Fulcro del suo pensiero è la convinzione che, posti i bambini in un ambiente familiare, adatto e accogliente, anche i più problematici di essi svilupperanno la loro intelligenza affettiva e la loro creatività.
E in tal modo anche il loro comportamento potrà essere gradualmente ricondotto fino a un livello "normale".
Il tempo le ha dato ragione e forse è anche merito suo se l'Italia è stato il primo paese al mondo a dotarsi di una legge sull'integrazione scolastica di questi soggetti.

 

E siamo così arrivati ai nostri giorni.

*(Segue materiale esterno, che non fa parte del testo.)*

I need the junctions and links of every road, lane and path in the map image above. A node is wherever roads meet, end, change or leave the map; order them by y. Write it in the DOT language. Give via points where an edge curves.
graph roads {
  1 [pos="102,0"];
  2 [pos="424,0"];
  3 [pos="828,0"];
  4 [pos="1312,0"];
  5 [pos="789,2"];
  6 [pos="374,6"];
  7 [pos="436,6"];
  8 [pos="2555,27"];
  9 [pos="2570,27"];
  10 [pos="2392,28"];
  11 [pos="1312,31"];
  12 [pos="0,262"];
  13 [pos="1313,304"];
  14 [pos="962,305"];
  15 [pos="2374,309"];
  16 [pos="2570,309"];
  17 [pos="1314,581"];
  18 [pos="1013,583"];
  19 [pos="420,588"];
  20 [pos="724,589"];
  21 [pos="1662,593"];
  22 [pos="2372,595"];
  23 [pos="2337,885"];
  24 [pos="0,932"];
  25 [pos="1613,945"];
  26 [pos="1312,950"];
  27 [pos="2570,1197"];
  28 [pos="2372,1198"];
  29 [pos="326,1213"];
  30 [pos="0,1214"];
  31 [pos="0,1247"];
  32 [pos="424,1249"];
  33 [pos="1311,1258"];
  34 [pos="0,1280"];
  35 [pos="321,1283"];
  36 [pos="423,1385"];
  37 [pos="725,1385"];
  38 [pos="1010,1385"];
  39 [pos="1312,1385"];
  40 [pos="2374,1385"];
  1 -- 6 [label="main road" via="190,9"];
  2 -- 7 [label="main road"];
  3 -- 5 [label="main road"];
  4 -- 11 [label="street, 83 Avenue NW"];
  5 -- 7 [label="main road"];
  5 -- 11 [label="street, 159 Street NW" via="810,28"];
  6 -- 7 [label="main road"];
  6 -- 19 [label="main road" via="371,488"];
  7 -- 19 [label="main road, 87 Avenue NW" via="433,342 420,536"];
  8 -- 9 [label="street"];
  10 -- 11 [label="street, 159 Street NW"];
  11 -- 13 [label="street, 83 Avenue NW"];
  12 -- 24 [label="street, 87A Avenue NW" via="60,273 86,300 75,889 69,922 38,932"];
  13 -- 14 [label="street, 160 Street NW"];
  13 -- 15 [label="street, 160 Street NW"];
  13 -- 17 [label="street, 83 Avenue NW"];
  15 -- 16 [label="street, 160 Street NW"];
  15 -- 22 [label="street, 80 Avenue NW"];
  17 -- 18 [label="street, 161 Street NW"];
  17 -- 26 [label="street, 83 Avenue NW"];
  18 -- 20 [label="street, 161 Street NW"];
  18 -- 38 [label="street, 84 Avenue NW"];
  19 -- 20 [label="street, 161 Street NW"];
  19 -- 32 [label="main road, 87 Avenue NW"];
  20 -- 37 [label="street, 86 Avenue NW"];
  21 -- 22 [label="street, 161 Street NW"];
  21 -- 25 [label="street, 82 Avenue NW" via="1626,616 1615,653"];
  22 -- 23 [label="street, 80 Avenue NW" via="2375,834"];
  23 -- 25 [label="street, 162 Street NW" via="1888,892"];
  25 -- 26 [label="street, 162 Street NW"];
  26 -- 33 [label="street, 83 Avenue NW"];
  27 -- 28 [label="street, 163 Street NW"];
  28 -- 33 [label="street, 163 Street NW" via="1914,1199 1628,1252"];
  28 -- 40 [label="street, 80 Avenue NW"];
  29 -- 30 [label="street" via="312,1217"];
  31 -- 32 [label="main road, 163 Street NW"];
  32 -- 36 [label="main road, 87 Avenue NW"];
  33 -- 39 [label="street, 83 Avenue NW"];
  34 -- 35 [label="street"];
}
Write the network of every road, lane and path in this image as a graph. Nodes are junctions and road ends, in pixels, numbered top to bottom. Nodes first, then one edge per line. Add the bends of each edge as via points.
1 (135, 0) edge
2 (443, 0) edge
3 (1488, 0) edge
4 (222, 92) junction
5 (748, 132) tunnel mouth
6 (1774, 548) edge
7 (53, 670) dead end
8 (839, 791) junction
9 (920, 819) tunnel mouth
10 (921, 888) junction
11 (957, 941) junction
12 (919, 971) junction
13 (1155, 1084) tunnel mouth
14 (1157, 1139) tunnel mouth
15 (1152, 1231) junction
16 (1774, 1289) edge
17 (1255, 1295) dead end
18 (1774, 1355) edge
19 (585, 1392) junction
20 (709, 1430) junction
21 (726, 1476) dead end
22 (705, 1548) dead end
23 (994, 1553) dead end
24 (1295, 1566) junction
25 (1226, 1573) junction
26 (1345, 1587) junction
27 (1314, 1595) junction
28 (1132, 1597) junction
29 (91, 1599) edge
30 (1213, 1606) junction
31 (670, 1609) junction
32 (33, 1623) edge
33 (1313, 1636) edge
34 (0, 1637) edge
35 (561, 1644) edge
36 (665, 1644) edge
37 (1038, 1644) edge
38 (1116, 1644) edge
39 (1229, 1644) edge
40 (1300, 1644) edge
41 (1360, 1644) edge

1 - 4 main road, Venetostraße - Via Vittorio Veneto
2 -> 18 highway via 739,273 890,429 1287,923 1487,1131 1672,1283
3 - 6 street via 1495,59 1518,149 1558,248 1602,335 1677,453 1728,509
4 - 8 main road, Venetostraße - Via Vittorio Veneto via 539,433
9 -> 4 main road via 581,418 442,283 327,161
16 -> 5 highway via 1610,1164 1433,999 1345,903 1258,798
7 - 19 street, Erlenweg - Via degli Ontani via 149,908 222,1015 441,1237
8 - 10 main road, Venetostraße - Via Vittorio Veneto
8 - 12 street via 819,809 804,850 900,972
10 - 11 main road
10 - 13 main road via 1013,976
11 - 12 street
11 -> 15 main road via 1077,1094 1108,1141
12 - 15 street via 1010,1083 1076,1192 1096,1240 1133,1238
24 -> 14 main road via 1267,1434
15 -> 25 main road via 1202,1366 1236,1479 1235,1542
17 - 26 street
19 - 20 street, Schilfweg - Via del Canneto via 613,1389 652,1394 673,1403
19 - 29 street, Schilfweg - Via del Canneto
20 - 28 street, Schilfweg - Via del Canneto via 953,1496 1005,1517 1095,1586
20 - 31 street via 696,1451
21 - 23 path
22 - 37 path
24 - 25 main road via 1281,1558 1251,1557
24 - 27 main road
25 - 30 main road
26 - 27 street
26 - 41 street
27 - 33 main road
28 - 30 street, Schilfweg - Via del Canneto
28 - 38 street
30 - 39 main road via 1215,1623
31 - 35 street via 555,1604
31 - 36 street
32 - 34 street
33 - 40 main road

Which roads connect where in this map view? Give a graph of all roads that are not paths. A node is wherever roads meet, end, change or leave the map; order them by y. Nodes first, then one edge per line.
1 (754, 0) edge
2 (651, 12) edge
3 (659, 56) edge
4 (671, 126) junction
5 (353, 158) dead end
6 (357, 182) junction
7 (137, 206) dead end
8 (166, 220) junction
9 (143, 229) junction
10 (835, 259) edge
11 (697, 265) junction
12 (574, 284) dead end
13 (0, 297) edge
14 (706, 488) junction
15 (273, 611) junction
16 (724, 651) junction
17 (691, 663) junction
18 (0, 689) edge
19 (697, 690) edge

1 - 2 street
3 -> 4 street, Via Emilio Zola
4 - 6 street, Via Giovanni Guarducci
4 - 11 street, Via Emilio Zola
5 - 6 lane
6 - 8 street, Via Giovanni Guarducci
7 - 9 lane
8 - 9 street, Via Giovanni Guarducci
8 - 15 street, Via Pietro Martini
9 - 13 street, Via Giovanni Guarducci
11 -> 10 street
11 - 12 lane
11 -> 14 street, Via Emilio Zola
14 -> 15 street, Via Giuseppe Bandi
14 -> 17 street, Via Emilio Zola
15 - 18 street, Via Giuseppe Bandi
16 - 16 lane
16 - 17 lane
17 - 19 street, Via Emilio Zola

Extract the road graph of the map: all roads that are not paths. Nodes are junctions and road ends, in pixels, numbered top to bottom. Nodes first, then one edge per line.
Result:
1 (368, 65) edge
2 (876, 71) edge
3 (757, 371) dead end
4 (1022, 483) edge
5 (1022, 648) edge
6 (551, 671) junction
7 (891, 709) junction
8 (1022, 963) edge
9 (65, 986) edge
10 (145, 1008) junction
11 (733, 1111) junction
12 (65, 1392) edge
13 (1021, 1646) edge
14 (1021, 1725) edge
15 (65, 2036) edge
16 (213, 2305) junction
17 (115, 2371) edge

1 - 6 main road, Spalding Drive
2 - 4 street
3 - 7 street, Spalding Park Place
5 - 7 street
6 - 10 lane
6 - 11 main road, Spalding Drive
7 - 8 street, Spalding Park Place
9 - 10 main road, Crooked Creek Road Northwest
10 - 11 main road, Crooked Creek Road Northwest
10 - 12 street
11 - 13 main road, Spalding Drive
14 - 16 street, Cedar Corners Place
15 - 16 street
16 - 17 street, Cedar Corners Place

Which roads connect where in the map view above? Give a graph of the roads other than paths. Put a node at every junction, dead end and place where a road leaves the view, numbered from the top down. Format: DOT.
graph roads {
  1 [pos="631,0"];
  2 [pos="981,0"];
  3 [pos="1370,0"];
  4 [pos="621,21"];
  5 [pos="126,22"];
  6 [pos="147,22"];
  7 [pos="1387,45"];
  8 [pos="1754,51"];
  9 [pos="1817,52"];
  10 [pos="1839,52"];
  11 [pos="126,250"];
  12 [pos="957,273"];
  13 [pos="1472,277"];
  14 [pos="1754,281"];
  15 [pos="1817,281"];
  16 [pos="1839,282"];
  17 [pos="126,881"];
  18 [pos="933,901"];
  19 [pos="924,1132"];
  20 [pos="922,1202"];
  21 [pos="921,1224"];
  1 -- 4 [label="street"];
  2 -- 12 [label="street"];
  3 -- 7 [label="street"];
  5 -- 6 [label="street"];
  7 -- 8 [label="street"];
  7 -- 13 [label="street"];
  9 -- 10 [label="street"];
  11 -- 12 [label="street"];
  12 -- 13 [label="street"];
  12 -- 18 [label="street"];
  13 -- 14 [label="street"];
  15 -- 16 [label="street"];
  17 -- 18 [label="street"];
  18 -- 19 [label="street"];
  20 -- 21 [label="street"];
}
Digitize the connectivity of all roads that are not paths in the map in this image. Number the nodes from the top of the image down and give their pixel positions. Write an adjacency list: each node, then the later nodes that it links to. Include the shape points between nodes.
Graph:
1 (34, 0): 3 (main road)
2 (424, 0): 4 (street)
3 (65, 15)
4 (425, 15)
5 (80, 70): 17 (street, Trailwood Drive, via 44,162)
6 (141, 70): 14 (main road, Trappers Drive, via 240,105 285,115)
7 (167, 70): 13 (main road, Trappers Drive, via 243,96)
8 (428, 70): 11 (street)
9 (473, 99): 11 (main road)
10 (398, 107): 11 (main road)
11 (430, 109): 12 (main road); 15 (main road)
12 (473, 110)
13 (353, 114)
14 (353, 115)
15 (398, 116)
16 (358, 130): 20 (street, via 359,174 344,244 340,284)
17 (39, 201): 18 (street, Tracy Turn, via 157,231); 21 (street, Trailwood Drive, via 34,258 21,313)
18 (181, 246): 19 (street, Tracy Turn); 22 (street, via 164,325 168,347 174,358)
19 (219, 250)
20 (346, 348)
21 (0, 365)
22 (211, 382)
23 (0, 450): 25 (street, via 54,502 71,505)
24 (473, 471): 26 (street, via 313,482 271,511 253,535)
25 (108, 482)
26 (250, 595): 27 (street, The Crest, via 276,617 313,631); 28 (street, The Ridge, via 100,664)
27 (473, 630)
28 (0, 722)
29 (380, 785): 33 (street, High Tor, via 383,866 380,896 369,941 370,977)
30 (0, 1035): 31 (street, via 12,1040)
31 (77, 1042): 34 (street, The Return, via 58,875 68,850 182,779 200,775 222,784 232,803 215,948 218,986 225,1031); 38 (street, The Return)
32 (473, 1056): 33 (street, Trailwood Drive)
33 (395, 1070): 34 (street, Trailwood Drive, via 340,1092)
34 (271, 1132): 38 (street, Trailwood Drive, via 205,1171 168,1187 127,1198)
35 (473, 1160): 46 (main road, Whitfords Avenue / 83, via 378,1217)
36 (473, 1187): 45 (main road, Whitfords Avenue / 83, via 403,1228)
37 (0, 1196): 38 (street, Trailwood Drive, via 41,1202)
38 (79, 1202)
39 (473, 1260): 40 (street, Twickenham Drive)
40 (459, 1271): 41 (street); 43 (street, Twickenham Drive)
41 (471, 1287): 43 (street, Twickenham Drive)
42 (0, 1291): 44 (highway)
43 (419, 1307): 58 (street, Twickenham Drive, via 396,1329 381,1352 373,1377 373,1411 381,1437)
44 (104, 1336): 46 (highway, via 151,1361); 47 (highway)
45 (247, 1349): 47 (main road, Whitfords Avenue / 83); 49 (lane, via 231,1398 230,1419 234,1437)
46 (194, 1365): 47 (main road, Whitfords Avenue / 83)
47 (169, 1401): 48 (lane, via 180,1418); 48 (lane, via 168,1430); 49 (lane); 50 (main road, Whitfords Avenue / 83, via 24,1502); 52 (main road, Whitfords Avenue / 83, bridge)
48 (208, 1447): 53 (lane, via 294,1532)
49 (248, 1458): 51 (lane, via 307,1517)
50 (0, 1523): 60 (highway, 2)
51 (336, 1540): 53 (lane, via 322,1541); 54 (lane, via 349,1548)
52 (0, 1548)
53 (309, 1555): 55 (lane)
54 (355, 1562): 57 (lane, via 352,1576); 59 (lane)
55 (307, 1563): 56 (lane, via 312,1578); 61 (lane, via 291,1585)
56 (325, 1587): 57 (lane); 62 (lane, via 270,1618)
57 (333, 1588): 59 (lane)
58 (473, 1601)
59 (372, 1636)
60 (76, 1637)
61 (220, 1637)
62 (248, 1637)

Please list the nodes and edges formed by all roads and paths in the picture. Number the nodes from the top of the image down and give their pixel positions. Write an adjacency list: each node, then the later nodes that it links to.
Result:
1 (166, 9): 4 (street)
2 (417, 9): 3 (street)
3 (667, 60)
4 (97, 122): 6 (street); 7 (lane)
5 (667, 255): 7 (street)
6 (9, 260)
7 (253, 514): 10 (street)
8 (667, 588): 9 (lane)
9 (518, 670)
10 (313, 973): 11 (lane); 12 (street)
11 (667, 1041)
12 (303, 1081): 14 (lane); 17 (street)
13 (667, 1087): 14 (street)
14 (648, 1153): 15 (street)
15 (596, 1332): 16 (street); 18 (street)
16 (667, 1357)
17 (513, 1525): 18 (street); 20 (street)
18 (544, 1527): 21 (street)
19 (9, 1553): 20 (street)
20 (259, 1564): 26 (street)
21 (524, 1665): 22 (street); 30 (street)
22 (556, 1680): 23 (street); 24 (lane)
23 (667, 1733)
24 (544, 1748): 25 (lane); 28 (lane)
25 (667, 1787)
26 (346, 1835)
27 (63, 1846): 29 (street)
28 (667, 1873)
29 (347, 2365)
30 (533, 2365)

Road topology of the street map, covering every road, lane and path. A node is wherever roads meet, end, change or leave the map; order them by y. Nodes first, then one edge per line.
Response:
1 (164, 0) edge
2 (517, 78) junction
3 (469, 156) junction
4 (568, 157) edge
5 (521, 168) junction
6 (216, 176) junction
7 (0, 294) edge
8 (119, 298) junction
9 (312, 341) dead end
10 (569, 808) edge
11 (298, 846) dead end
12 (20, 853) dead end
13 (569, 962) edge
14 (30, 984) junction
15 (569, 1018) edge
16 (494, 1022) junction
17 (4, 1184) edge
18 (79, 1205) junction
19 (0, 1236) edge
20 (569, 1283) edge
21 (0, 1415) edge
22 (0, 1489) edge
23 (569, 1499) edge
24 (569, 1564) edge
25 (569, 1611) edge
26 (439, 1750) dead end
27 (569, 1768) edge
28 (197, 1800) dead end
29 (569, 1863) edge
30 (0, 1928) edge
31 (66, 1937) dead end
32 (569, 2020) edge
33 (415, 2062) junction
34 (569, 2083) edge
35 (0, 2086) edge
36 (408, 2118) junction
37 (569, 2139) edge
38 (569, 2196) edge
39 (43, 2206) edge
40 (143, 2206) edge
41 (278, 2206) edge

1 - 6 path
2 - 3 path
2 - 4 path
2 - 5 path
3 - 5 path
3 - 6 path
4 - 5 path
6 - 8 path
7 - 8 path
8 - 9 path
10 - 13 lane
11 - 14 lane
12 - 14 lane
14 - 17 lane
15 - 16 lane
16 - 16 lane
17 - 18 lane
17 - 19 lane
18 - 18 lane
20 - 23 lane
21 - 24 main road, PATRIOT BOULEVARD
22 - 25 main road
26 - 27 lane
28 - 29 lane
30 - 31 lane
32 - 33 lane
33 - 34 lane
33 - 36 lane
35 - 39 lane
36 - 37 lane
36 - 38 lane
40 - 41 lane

E ora il discorso diventa più complesso perché i grandi pedagogisti contemporanei come il brasiliano Paulo Freire (1921-1997) e l'italiano Don Lorenzo Milani (1923-1967), con i loro scritti e con le loro testimonianze, hanno toccato e toccano i nervi scoperti della società attuale, i suoi punti deboli.
Per entrambi non si dà autentica educazione che non sia anche educazione politica, nel senso nobile del termine. Al tempo stesso entrambi sono sostenitori di una pedagogia fortemente legata all'impegno sociale e culturale. Entrambi infine sono molto critici nei confronti dell'attuale struttura di potere (rigida, verticale, autoritaria, oppressiva). Dalla quale discende necessariamente, secondo questi autori, un'educazione che non è autentica educazione.
Io non ho la pretesa di riassumere il loro pensiero, così complesso e sfaccettato. Credo che alcune loro frasi riassumano molto più che tanti discorsi i capisaldi del loro pensiero.
Capisaldi che sono tre:
la connessione fra educazione e politica
Freire: "Non esiste un'educazione neutrale: non c'è dubbio che la dimensione educativa è, per sua natura, politica" (citato dal suo libro Pedagogia degli oppressi).
Don Milani: "Qualunque cosa dobbiamo desiderare per i nostri ragazzi fuorchè una scuola che educhi all'indifferenza politica". (Lettera a una professoressa)
La scelta degli ultimi
Qui basterà ricordare che Don Milani fu esiliato in una minuscola parrocchia di campagna per aver preso posizione nei confronti degli ultimi, mentre Freire fu incarcerato come sovversivo e costretto a emigrare in Cile per aver condotto una campagna di alfabetizzazione degli adulti.
La centralità del dialogo
Diceva don Milani agli amati allievi di Barbiana: "non potrete far nulla per il prossimo, in nessun campo, finchè non saprete comunicare". (citazione da una lettera di Don Milani)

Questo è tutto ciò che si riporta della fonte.